Viability of Midland Main Line electrification, part two
According to a July 2015 parliamentary answer given by Claire Perry MP, ‘initial work’ considering the overall Midland Main Line (MML) upgrade package, including electrification and other works
[Claire Perry, 2015-07-20]
indicates that for options which retain or improve fast intercity rolling stock, on all MML services the benefit cost ratio (BCR) would be in a range between 4.7 and 7.2 dependent on train length and train type.
From Ms Perry’s oddly-worded statement, there is no way of knowing the standalone benefit-cost of the electrification, or even the scope of the modernisation scheme.
According to Network Rail, there are just 13 million annual ‘long distance’ passenger trips on the Midland Main Line, and about half of them take place wholly between Northamptonshire and London.

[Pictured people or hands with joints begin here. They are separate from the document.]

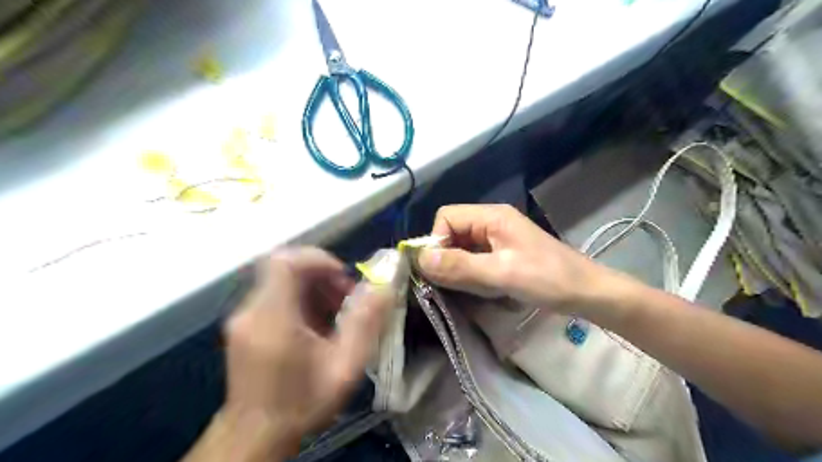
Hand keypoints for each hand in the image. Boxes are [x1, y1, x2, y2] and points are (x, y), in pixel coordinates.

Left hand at [222, 247, 393, 456]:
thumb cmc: (302, 403)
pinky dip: (302, 299)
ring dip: (314, 286)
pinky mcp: (245, 325)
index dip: (317, 259)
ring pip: (282, 280)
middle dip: (322, 275)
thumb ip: (366, 324)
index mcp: (272, 318)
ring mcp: (244, 318)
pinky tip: (318, 324)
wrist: (256, 437)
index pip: (285, 261)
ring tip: (337, 313)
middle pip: (286, 268)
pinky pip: (276, 295)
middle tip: (346, 298)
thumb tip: (384, 288)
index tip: (343, 277)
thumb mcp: (345, 367)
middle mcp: (252, 311)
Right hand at [418, 204, 616, 310]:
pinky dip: (471, 275)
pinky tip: (483, 290)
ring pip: (461, 249)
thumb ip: (460, 266)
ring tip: (474, 289)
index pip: (446, 217)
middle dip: (448, 258)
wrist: (587, 293)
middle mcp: (491, 222)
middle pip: (452, 233)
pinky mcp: (502, 254)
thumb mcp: (502, 274)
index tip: (441, 270)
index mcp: (492, 216)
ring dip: (460, 269)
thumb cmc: (549, 279)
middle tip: (457, 284)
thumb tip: (421, 258)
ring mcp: (497, 239)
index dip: (437, 241)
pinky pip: (474, 260)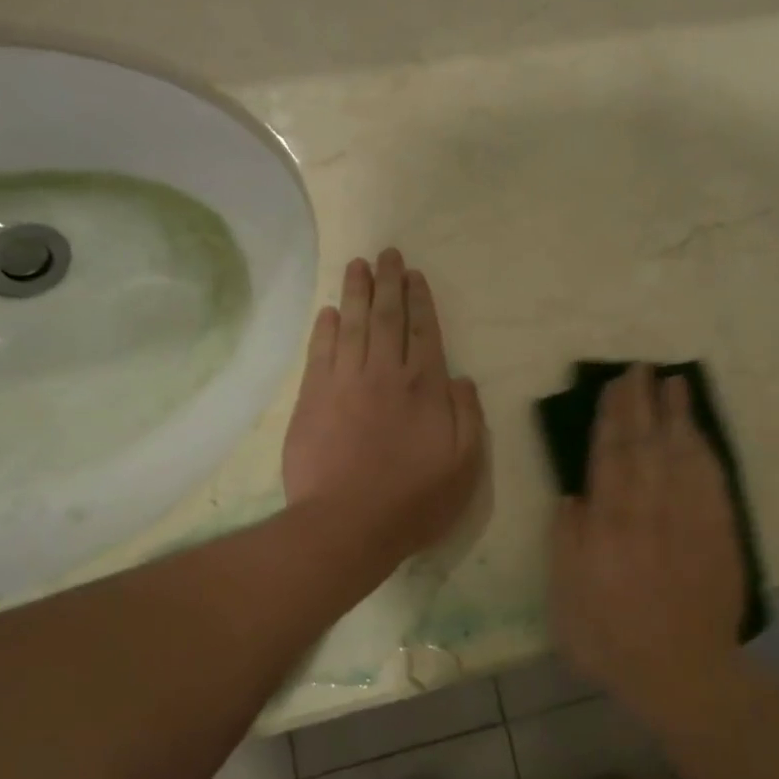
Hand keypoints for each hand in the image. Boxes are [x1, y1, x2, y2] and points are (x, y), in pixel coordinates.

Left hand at [282, 250, 485, 569]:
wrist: (346, 525)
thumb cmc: (413, 500)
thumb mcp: (464, 465)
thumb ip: (467, 416)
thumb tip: (460, 379)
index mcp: (424, 388)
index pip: (424, 332)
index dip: (420, 301)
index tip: (415, 275)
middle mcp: (384, 374)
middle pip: (386, 318)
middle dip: (387, 283)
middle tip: (386, 253)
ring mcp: (344, 383)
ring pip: (351, 326)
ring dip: (355, 293)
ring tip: (357, 265)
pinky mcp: (312, 399)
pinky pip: (320, 352)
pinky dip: (325, 329)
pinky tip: (329, 312)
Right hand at [549, 365, 742, 702]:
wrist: (681, 671)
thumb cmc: (612, 640)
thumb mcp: (565, 601)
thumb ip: (567, 544)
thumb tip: (572, 497)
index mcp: (608, 525)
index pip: (609, 457)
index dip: (610, 419)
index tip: (612, 389)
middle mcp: (649, 510)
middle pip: (645, 444)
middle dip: (641, 403)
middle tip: (640, 369)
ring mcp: (689, 518)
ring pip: (681, 453)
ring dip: (677, 415)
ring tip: (673, 383)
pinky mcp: (719, 531)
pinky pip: (712, 479)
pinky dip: (705, 450)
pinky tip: (699, 433)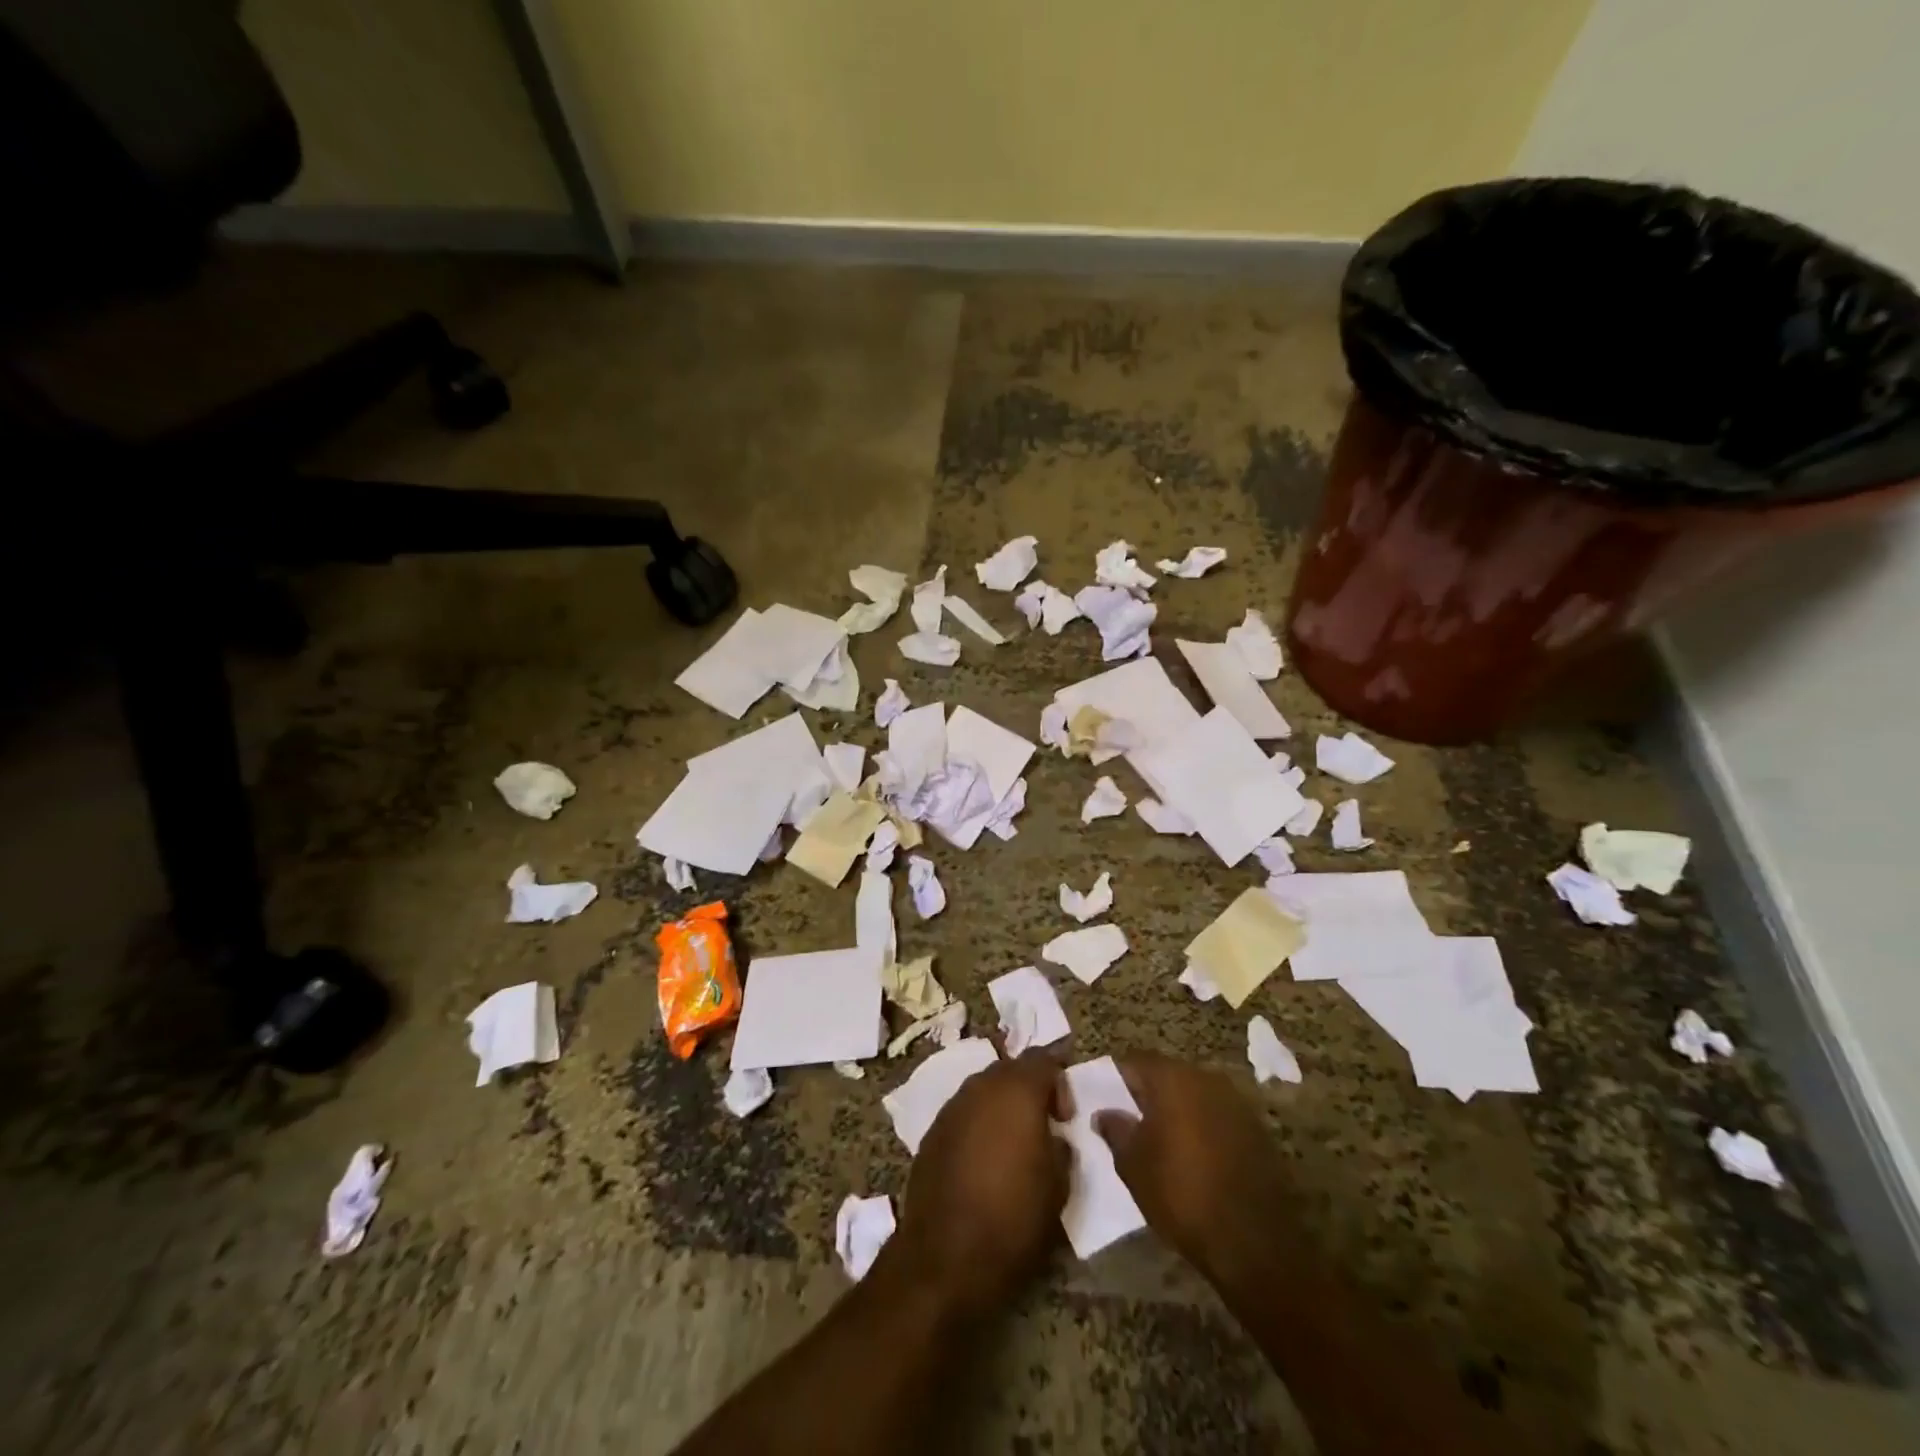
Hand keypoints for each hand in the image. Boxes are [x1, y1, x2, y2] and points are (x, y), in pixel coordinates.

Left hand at [889, 1051, 1068, 1319]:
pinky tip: (984, 1160)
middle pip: (1011, 1070)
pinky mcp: (932, 1132)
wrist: (946, 1257)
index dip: (1060, 1082)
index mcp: (1017, 1090)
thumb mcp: (1059, 1186)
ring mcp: (952, 1107)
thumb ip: (1062, 1148)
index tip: (1066, 1118)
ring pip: (984, 1090)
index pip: (1043, 1059)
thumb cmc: (1014, 1218)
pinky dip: (979, 1125)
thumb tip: (1054, 1137)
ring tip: (1014, 1144)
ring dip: (1002, 1107)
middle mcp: (981, 1086)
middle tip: (1043, 1126)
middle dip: (1030, 1090)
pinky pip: (964, 1114)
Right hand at [1093, 1052, 1294, 1284]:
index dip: (1117, 1079)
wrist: (1254, 1241)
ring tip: (1164, 1141)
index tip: (1105, 1100)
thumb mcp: (1133, 1165)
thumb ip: (1116, 1130)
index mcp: (1172, 1078)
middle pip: (1168, 1075)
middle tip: (1132, 1121)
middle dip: (1149, 1094)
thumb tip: (1104, 1113)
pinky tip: (1196, 1156)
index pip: (1135, 1062)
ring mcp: (1236, 1103)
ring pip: (1195, 1096)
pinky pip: (1218, 1117)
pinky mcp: (1257, 1129)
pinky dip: (1203, 1128)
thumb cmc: (1182, 1193)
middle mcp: (1206, 1078)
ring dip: (1179, 1111)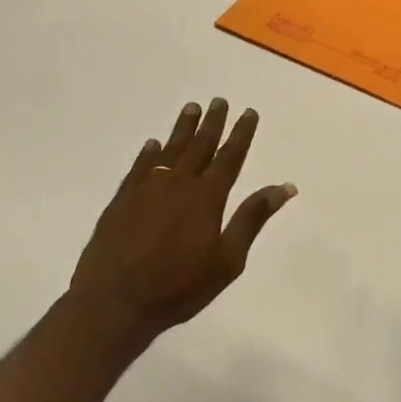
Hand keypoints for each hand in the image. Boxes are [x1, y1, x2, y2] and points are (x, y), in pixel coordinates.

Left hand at [69, 99, 296, 349]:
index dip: (240, 134)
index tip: (248, 112)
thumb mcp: (228, 259)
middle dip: (212, 123)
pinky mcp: (122, 200)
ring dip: (182, 129)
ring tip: (191, 108)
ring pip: (168, 150)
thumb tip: (285, 187)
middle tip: (219, 101)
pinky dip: (148, 154)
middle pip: (199, 146)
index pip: (229, 158)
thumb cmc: (179, 286)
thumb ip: (252, 218)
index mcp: (207, 197)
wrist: (115, 300)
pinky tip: (152, 144)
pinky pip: (139, 167)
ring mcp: (146, 189)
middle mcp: (178, 184)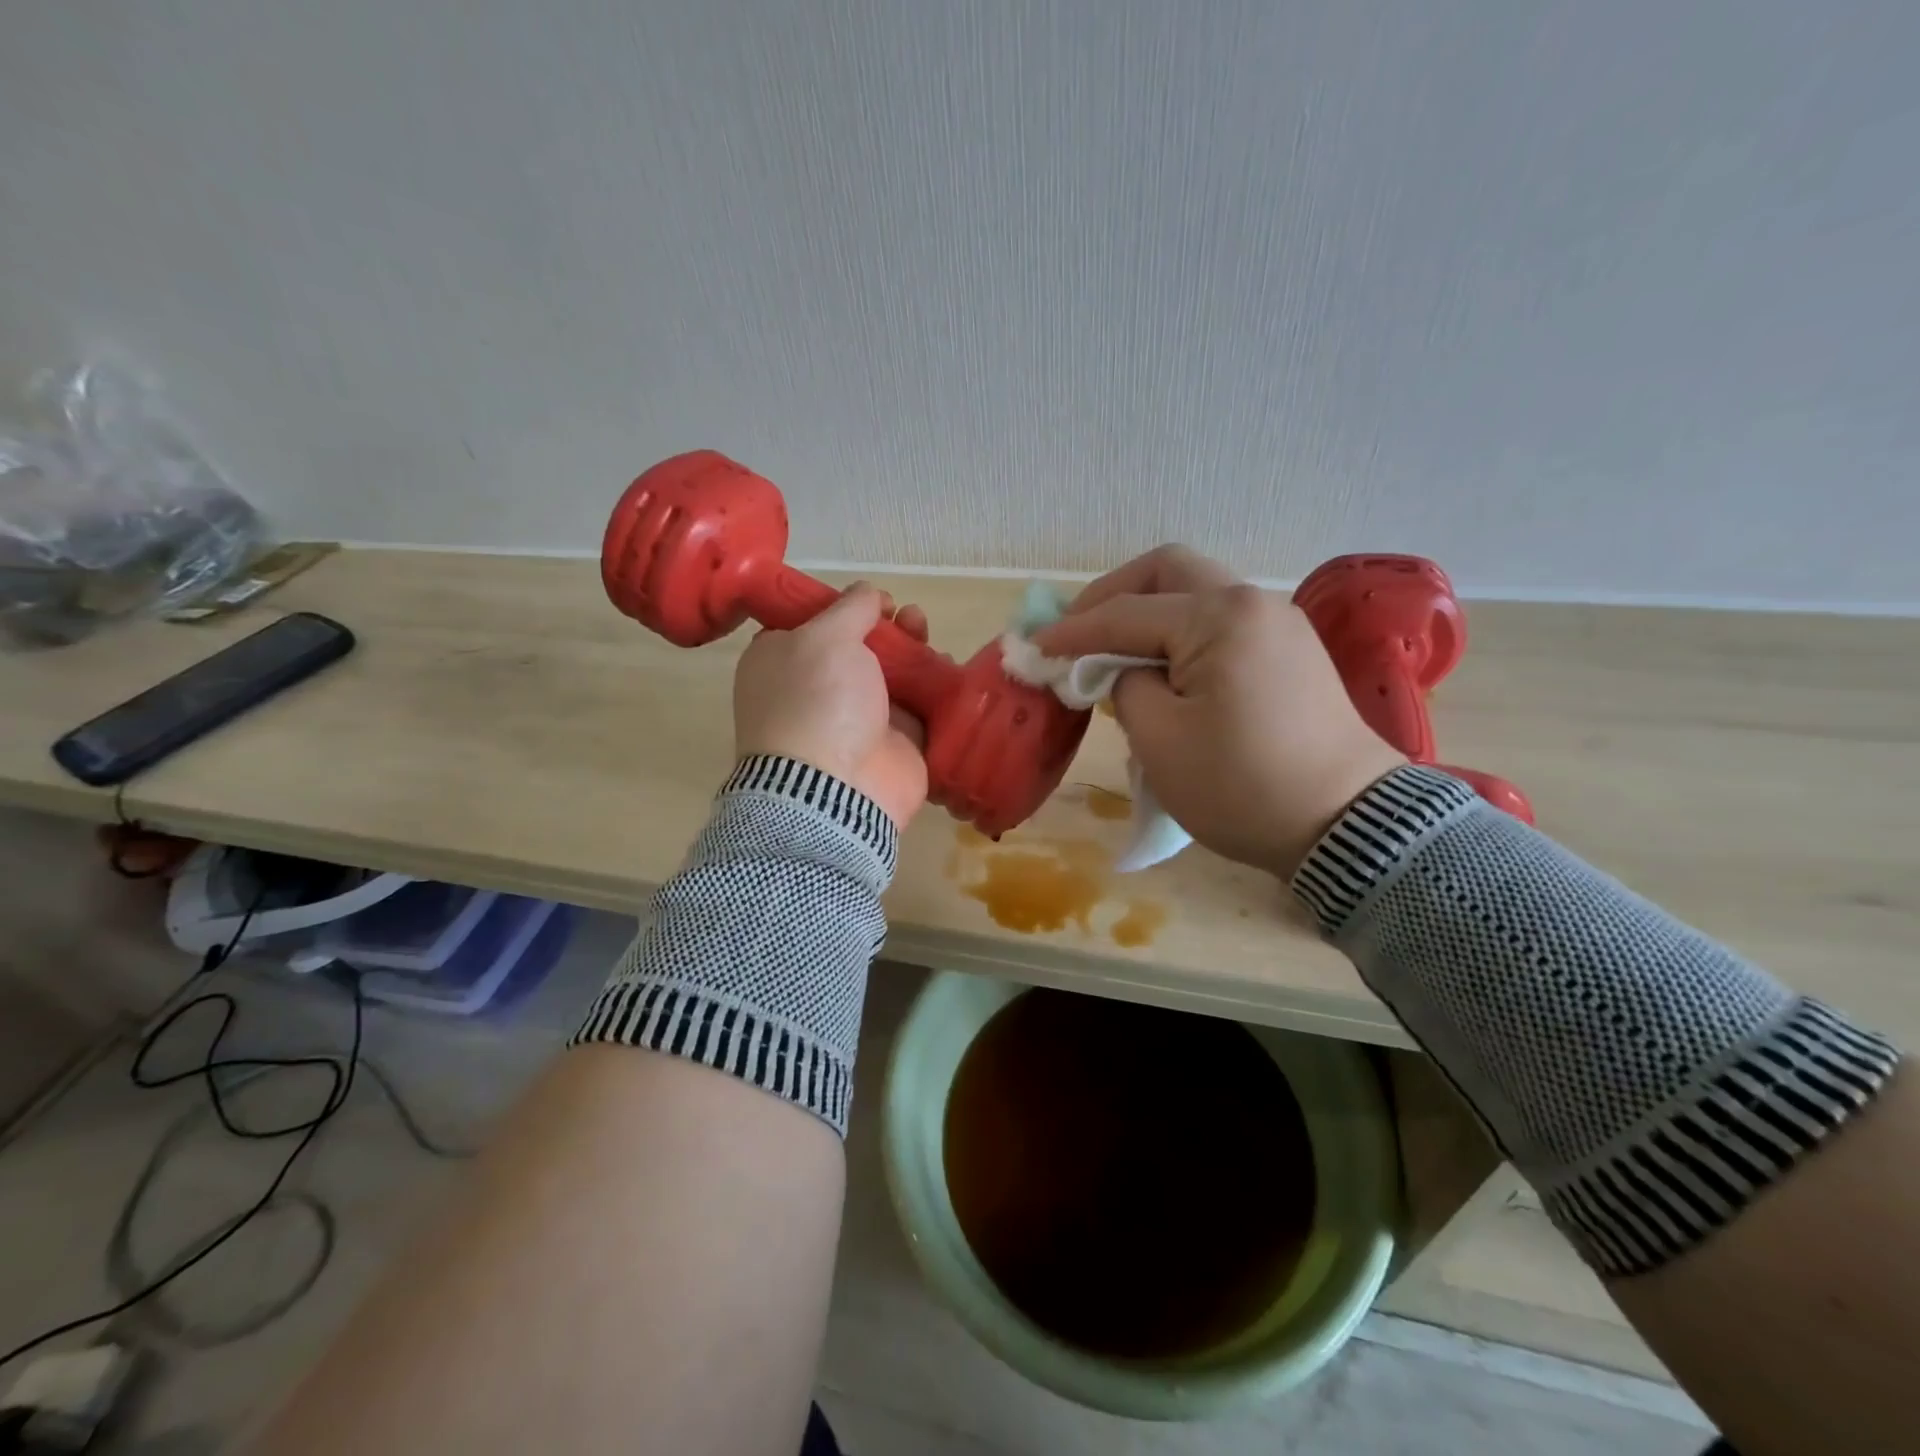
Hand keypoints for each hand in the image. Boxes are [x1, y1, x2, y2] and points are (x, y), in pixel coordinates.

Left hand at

As can be seen from Network Rail’s diagram (above), Yorkshire-to-London passenger volume is very small (which might explain why Sheffield trains are routed via Derby, rather than directly along the Erewash valley).
It is difficult to see how Midland electrification, in its present form, could ever be value for money. It might make sense if it were designed to cater for railfreight, and future passenger journeys from the West Riding and D2N2 to London. The government’s current intention is for such journeys to be transferred to the eastern leg of HS2.